◆ WORK ITEM
Return all records exactly. Nothing may be added.

Recorded data
------------------------------------------------
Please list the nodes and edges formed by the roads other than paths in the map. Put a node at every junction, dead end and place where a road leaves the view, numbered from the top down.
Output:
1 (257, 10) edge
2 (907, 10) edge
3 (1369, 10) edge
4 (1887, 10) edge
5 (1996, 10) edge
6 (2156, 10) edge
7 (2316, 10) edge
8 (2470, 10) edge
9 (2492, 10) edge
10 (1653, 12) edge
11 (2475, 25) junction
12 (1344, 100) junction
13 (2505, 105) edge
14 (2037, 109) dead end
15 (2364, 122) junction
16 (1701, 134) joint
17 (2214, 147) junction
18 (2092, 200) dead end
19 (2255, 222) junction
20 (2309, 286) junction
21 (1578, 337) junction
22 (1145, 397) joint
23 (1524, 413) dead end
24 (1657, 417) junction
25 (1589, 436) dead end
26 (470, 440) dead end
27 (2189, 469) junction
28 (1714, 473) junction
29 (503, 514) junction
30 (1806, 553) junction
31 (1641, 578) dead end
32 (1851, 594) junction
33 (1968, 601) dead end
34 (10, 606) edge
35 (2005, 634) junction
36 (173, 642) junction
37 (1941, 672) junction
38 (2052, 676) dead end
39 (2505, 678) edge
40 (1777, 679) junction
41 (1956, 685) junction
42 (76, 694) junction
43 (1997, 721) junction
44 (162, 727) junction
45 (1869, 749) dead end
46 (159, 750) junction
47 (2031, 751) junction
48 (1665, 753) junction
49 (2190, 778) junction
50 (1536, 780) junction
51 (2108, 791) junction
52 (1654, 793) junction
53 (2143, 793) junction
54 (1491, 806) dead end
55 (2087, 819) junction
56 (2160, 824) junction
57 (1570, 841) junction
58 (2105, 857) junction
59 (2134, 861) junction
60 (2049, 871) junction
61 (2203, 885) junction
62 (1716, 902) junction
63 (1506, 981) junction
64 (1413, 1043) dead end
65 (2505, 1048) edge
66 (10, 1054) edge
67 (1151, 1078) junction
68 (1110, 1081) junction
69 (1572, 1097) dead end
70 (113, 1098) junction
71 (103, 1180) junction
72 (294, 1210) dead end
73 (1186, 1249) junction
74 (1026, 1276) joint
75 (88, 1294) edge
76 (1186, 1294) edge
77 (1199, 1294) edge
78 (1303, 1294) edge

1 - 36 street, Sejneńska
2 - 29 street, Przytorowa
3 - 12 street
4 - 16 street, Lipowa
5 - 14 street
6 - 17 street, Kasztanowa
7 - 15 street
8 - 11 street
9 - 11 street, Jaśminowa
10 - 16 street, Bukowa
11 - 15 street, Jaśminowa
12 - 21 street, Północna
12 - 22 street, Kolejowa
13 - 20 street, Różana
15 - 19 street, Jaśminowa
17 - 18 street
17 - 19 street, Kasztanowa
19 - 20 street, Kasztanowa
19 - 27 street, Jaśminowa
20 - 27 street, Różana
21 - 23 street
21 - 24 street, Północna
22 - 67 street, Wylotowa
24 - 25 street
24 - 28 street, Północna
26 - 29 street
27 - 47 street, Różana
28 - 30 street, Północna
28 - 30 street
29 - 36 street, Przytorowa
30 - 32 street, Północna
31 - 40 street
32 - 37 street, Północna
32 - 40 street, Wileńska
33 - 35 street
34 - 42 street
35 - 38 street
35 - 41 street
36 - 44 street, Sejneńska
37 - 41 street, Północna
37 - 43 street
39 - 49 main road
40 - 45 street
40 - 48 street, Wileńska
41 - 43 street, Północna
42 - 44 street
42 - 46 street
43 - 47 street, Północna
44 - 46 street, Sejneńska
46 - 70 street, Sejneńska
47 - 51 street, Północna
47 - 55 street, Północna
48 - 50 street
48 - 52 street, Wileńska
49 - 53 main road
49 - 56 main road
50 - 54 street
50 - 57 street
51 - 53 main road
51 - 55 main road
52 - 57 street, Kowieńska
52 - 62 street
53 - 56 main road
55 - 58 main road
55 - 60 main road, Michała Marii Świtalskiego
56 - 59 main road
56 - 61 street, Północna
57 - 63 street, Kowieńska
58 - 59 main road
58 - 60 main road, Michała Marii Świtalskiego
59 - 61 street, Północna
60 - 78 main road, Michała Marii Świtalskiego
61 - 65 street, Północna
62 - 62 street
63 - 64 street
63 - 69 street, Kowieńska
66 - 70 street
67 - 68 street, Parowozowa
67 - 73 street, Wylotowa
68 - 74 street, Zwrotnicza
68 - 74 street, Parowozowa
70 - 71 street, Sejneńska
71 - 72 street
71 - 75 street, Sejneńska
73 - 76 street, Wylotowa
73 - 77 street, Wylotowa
------------------------------------------------
◆ SOLUTION
Please list the nodes and edges formed by the roads other than paths in the map. Put a node at every junction, dead end and place where a road leaves the view, numbered from the top down.
Output:
1 (257, 10) edge
2 (907, 10) edge
3 (1369, 10) edge
4 (1887, 10) edge
5 (1996, 10) edge
6 (2156, 10) edge
7 (2316, 10) edge
8 (2470, 10) edge
9 (2492, 10) edge
10 (1653, 12) edge
11 (2475, 25) junction
12 (1344, 100) junction
13 (2505, 105) edge
14 (2037, 109) dead end
15 (2364, 122) junction
16 (1701, 134) joint
17 (2214, 147) junction
18 (2092, 200) dead end
19 (2255, 222) junction
20 (2309, 286) junction
21 (1578, 337) junction
22 (1145, 397) joint
23 (1524, 413) dead end
24 (1657, 417) junction
25 (1589, 436) dead end
26 (470, 440) dead end
27 (2189, 469) junction
28 (1714, 473) junction
29 (503, 514) junction
30 (1806, 553) junction
31 (1641, 578) dead end
32 (1851, 594) junction
33 (1968, 601) dead end
34 (10, 606) edge
35 (2005, 634) junction
36 (173, 642) junction
37 (1941, 672) junction
38 (2052, 676) dead end
39 (2505, 678) edge
40 (1777, 679) junction
41 (1956, 685) junction
42 (76, 694) junction
43 (1997, 721) junction
44 (162, 727) junction
45 (1869, 749) dead end
46 (159, 750) junction
47 (2031, 751) junction
48 (1665, 753) junction
49 (2190, 778) junction
50 (1536, 780) junction
51 (2108, 791) junction
52 (1654, 793) junction
53 (2143, 793) junction
54 (1491, 806) dead end
55 (2087, 819) junction
56 (2160, 824) junction
57 (1570, 841) junction
58 (2105, 857) junction
59 (2134, 861) junction
60 (2049, 871) junction
61 (2203, 885) junction
62 (1716, 902) junction
63 (1506, 981) junction
64 (1413, 1043) dead end
65 (2505, 1048) edge
66 (10, 1054) edge
67 (1151, 1078) junction
68 (1110, 1081) junction
69 (1572, 1097) dead end
70 (113, 1098) junction
71 (103, 1180) junction
72 (294, 1210) dead end
73 (1186, 1249) junction
74 (1026, 1276) joint
75 (88, 1294) edge
76 (1186, 1294) edge
77 (1199, 1294) edge
78 (1303, 1294) edge

1 - 36 street, Sejneńska
2 - 29 street, Przytorowa
3 - 12 street
4 - 16 street, Lipowa
5 - 14 street
6 - 17 street, Kasztanowa
7 - 15 street
8 - 11 street
9 - 11 street, Jaśminowa
10 - 16 street, Bukowa
11 - 15 street, Jaśminowa
12 - 21 street, Północna
12 - 22 street, Kolejowa
13 - 20 street, Różana
15 - 19 street, Jaśminowa
17 - 18 street
17 - 19 street, Kasztanowa
19 - 20 street, Kasztanowa
19 - 27 street, Jaśminowa
20 - 27 street, Różana
21 - 23 street
21 - 24 street, Północna
22 - 67 street, Wylotowa
24 - 25 street
24 - 28 street, Północna
26 - 29 street
27 - 47 street, Różana
28 - 30 street, Północna
28 - 30 street
29 - 36 street, Przytorowa
30 - 32 street, Północna
31 - 40 street
32 - 37 street, Północna
32 - 40 street, Wileńska
33 - 35 street
34 - 42 street
35 - 38 street
35 - 41 street
36 - 44 street, Sejneńska
37 - 41 street, Północna
37 - 43 street
39 - 49 main road
40 - 45 street
40 - 48 street, Wileńska
41 - 43 street, Północna
42 - 44 street
42 - 46 street
43 - 47 street, Północna
44 - 46 street, Sejneńska
46 - 70 street, Sejneńska
47 - 51 street, Północna
47 - 55 street, Północna
48 - 50 street
48 - 52 street, Wileńska
49 - 53 main road
49 - 56 main road
50 - 54 street
50 - 57 street
51 - 53 main road
51 - 55 main road
52 - 57 street, Kowieńska
52 - 62 street
53 - 56 main road
55 - 58 main road
55 - 60 main road, Michała Marii Świtalskiego
56 - 59 main road
56 - 61 street, Północna
57 - 63 street, Kowieńska
58 - 59 main road
58 - 60 main road, Michała Marii Świtalskiego
59 - 61 street, Północna
60 - 78 main road, Michała Marii Świtalskiego
61 - 65 street, Północna
62 - 62 street
63 - 64 street
63 - 69 street, Kowieńska
66 - 70 street
67 - 68 street, Parowozowa
67 - 73 street, Wylotowa
68 - 74 street, Zwrotnicza
68 - 74 street, Parowozowa
70 - 71 street, Sejneńska
71 - 72 street
71 - 75 street, Sejneńska
73 - 76 street, Wylotowa
73 - 77 street, Wylotowa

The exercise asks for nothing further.